Hacker News new | ask | show | jobs
by foundart 545 days ago
Courts in the relevant jurisdictions don't work on "no one really disputes."

It would have to be _proven_ in a court, which involves evidence and testimony, and if the whistleblower was in a good position to provide credible testimony then his death would likely make it harder to do prove copyright violations have taken place.

2 comments

I'm pretty sure any competent lawyer would stipulate that, in many/most cases, training is happening on copyrighted information. I'm also pretty sure that OpenAI is not arguing that all their training data is either licensed or they own the copyrights to. (Some companies, perhaps Adobe?, have been more conservative.) Perhaps I'm wrong. But I haven't heard that argument publicly and I would need to be convinced.
Discovering certain types of data were gathered and used would be much worse.

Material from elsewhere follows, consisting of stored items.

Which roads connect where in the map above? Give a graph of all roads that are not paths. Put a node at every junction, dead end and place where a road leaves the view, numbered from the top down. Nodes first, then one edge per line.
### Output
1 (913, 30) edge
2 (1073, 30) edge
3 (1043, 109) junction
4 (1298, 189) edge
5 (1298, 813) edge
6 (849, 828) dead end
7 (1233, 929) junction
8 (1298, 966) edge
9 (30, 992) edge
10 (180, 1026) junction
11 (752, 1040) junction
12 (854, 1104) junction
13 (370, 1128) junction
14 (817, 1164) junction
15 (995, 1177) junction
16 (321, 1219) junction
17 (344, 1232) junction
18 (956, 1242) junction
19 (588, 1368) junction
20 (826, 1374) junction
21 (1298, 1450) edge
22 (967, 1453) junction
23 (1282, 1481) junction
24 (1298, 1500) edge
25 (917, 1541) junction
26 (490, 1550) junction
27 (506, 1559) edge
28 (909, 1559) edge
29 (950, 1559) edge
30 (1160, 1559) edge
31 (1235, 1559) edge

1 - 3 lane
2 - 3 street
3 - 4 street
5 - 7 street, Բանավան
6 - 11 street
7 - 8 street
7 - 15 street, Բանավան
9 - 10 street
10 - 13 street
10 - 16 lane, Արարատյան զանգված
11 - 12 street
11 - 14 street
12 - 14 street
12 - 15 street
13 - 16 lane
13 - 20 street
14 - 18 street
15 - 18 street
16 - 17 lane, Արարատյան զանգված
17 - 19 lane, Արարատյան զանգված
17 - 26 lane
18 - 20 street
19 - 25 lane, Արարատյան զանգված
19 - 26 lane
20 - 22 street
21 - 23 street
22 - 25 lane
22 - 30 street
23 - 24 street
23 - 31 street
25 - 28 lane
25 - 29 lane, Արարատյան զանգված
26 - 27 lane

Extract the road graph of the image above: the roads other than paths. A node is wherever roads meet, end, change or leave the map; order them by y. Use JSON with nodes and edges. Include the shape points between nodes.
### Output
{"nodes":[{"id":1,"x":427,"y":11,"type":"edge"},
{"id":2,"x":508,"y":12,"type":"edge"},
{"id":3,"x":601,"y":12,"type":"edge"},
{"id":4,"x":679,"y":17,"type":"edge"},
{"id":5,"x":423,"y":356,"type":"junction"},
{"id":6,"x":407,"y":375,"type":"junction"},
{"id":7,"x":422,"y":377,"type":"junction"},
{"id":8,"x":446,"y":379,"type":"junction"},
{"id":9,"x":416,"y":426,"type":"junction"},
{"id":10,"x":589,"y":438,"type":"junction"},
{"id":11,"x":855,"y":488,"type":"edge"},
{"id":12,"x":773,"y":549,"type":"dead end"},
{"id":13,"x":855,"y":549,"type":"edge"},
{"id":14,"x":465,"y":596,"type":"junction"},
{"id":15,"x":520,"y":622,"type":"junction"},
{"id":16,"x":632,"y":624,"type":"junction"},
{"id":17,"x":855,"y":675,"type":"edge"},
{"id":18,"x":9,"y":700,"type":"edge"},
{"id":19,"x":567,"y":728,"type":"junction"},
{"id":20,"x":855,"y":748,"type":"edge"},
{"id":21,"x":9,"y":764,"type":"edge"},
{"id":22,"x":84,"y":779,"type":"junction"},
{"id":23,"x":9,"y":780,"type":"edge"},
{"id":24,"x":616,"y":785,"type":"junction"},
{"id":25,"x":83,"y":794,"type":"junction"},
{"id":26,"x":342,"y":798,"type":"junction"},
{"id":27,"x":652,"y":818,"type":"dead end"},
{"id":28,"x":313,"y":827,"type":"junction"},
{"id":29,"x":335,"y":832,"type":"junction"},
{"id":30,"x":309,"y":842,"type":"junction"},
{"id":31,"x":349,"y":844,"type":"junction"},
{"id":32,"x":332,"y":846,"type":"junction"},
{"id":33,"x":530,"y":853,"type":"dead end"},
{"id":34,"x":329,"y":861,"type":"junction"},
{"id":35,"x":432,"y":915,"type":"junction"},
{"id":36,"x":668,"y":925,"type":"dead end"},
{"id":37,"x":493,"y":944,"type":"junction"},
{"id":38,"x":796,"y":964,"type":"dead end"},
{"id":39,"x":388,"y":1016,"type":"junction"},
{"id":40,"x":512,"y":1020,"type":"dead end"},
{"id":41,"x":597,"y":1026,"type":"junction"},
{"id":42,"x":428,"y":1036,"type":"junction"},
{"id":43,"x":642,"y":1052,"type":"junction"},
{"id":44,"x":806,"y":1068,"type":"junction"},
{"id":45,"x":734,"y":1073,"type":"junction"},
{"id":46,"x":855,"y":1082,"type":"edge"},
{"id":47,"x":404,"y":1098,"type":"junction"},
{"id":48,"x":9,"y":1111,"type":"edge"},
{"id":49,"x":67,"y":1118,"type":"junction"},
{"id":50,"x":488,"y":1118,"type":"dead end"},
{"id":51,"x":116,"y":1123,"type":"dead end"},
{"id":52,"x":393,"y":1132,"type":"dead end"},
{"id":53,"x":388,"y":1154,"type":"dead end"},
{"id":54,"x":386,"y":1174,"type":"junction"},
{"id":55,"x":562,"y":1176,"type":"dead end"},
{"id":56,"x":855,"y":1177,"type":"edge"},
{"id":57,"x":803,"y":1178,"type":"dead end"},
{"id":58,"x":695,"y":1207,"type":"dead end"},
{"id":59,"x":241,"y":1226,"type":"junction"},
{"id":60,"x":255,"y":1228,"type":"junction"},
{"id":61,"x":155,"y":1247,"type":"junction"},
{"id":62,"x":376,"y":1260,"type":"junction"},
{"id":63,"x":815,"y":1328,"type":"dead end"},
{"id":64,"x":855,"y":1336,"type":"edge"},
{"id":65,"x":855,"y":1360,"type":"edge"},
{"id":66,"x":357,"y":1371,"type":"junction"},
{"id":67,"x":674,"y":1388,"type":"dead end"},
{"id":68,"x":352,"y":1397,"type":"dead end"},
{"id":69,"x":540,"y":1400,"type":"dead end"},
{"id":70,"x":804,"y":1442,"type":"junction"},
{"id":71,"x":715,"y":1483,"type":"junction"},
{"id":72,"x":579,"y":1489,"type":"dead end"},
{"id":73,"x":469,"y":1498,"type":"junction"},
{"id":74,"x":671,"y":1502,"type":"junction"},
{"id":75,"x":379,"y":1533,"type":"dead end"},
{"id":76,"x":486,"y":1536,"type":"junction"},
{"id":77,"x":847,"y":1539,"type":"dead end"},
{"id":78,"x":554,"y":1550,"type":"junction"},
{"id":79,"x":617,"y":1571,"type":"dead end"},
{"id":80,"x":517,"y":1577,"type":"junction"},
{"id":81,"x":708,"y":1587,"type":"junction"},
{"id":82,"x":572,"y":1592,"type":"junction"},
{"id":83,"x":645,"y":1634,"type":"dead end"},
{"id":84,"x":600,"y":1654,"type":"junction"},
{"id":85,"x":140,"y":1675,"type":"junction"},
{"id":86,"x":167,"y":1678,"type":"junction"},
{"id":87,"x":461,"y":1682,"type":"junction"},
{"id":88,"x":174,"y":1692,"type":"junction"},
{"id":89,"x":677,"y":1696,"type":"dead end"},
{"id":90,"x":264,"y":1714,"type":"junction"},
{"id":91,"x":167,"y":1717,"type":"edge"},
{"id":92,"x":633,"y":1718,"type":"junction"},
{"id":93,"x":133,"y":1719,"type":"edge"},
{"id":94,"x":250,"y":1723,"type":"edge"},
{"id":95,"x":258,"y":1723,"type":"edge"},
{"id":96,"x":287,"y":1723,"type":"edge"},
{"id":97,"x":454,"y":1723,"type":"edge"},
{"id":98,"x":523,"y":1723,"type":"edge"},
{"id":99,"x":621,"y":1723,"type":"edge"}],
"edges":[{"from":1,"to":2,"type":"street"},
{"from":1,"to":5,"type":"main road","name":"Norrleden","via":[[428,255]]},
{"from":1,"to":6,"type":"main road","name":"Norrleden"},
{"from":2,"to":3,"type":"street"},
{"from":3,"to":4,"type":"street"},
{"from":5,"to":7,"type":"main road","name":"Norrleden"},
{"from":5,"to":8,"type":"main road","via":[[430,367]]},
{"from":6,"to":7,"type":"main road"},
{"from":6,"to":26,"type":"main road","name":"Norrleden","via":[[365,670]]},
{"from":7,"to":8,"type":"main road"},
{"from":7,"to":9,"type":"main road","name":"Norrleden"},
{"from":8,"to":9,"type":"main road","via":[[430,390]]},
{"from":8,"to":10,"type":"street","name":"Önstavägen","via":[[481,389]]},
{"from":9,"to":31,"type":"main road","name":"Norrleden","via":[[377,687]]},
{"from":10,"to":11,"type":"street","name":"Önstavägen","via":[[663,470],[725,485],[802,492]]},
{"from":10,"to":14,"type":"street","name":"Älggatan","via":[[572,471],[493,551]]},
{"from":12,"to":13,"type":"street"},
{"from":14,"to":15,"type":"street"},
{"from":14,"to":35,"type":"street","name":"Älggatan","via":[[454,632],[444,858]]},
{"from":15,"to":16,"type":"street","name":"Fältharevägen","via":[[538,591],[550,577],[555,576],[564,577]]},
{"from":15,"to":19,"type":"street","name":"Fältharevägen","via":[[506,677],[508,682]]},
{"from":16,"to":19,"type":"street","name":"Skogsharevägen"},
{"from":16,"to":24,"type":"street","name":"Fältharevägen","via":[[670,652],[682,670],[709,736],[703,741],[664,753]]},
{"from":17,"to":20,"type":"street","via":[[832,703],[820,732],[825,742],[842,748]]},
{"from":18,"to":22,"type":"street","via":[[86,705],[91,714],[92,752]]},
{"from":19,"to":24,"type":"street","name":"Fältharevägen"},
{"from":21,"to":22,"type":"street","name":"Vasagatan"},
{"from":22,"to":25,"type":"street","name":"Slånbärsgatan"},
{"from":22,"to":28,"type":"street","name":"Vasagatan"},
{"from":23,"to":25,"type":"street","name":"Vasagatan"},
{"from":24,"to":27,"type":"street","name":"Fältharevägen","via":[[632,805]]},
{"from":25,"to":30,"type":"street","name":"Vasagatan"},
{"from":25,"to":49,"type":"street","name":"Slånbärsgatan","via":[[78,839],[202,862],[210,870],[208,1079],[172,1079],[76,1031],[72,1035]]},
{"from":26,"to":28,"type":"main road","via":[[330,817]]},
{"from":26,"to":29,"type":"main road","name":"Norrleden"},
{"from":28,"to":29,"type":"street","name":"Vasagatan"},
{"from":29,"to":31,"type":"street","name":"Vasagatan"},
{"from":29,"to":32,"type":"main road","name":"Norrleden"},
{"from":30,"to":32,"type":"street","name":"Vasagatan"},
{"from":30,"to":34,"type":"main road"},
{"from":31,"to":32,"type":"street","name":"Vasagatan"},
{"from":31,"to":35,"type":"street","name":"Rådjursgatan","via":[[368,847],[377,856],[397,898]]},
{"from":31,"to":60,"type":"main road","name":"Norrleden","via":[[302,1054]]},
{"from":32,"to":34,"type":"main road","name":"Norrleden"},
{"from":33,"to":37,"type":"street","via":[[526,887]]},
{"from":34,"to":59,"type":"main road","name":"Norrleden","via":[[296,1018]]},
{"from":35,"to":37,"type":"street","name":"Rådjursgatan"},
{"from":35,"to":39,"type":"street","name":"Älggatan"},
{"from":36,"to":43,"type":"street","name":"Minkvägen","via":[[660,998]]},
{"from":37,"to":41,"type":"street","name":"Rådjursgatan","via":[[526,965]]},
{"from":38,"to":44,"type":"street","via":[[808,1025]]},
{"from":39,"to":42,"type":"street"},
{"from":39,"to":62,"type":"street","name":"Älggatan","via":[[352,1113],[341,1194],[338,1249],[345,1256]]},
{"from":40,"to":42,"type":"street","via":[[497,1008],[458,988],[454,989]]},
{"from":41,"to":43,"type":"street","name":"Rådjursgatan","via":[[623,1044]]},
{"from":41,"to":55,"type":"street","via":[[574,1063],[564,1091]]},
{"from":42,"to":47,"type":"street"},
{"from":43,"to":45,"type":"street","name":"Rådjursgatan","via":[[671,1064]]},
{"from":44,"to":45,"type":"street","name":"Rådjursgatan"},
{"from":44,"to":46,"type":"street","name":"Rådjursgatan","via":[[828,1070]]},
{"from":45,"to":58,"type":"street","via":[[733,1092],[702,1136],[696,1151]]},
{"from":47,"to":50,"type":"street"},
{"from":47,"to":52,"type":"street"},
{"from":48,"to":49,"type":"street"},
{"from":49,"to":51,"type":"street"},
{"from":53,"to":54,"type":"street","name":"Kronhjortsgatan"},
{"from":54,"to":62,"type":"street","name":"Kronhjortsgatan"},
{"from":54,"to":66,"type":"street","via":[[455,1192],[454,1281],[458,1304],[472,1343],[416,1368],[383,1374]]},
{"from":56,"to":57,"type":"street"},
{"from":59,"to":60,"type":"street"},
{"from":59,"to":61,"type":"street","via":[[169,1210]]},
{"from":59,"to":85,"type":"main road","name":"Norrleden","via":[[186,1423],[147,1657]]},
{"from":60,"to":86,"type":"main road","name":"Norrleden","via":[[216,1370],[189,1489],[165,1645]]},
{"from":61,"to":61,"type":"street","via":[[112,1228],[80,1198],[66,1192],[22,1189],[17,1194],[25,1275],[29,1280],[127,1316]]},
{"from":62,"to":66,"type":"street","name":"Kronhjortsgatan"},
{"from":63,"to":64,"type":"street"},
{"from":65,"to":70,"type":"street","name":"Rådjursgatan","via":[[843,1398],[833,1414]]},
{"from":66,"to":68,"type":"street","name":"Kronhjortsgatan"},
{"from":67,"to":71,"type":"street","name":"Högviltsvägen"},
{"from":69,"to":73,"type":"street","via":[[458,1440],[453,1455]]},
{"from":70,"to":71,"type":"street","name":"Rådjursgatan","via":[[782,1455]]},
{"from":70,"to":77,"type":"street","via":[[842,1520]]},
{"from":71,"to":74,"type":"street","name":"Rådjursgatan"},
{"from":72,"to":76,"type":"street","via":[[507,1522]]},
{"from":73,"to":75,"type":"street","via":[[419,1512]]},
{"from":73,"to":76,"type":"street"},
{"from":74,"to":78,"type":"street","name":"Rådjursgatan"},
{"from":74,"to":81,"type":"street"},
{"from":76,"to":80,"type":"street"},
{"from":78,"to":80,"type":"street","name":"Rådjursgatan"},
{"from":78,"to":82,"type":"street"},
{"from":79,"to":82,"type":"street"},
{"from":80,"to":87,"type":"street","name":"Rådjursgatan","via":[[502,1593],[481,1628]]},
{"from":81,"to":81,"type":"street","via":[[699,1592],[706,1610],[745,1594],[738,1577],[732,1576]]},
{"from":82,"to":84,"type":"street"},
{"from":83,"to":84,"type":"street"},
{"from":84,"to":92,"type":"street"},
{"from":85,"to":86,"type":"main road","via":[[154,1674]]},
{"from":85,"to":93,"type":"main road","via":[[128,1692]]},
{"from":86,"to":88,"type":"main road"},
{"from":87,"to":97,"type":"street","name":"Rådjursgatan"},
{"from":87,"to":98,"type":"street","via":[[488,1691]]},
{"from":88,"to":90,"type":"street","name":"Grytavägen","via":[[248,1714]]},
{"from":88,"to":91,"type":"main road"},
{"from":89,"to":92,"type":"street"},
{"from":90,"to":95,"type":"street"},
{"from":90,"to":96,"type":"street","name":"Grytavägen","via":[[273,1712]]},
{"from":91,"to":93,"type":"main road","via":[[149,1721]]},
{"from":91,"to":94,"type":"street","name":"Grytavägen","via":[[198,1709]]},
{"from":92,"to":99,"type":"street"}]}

Training on CNN and Netflix content = i sleep

Training on private personal and corporate inboxes, medical records, and illegal content, purchased from blackhat data brokers = real shit

A Kenyan data labeler famously cut ties with Openai after Openai asked them to gather CSAM content.

Citation on that?
Gather and label are two wildly different things that change the entire context. They aren't saying go find this stuff for us, they are saying if people upload it or you find it in the data then, label it as such.
It only changes who actually gathered the CSAM they asked this person to label. OpenAI definitely gathered it.
Courts in the relevant jurisdictions don't work on "no one really disputes."

It’s called a Motion for Summary Judgment.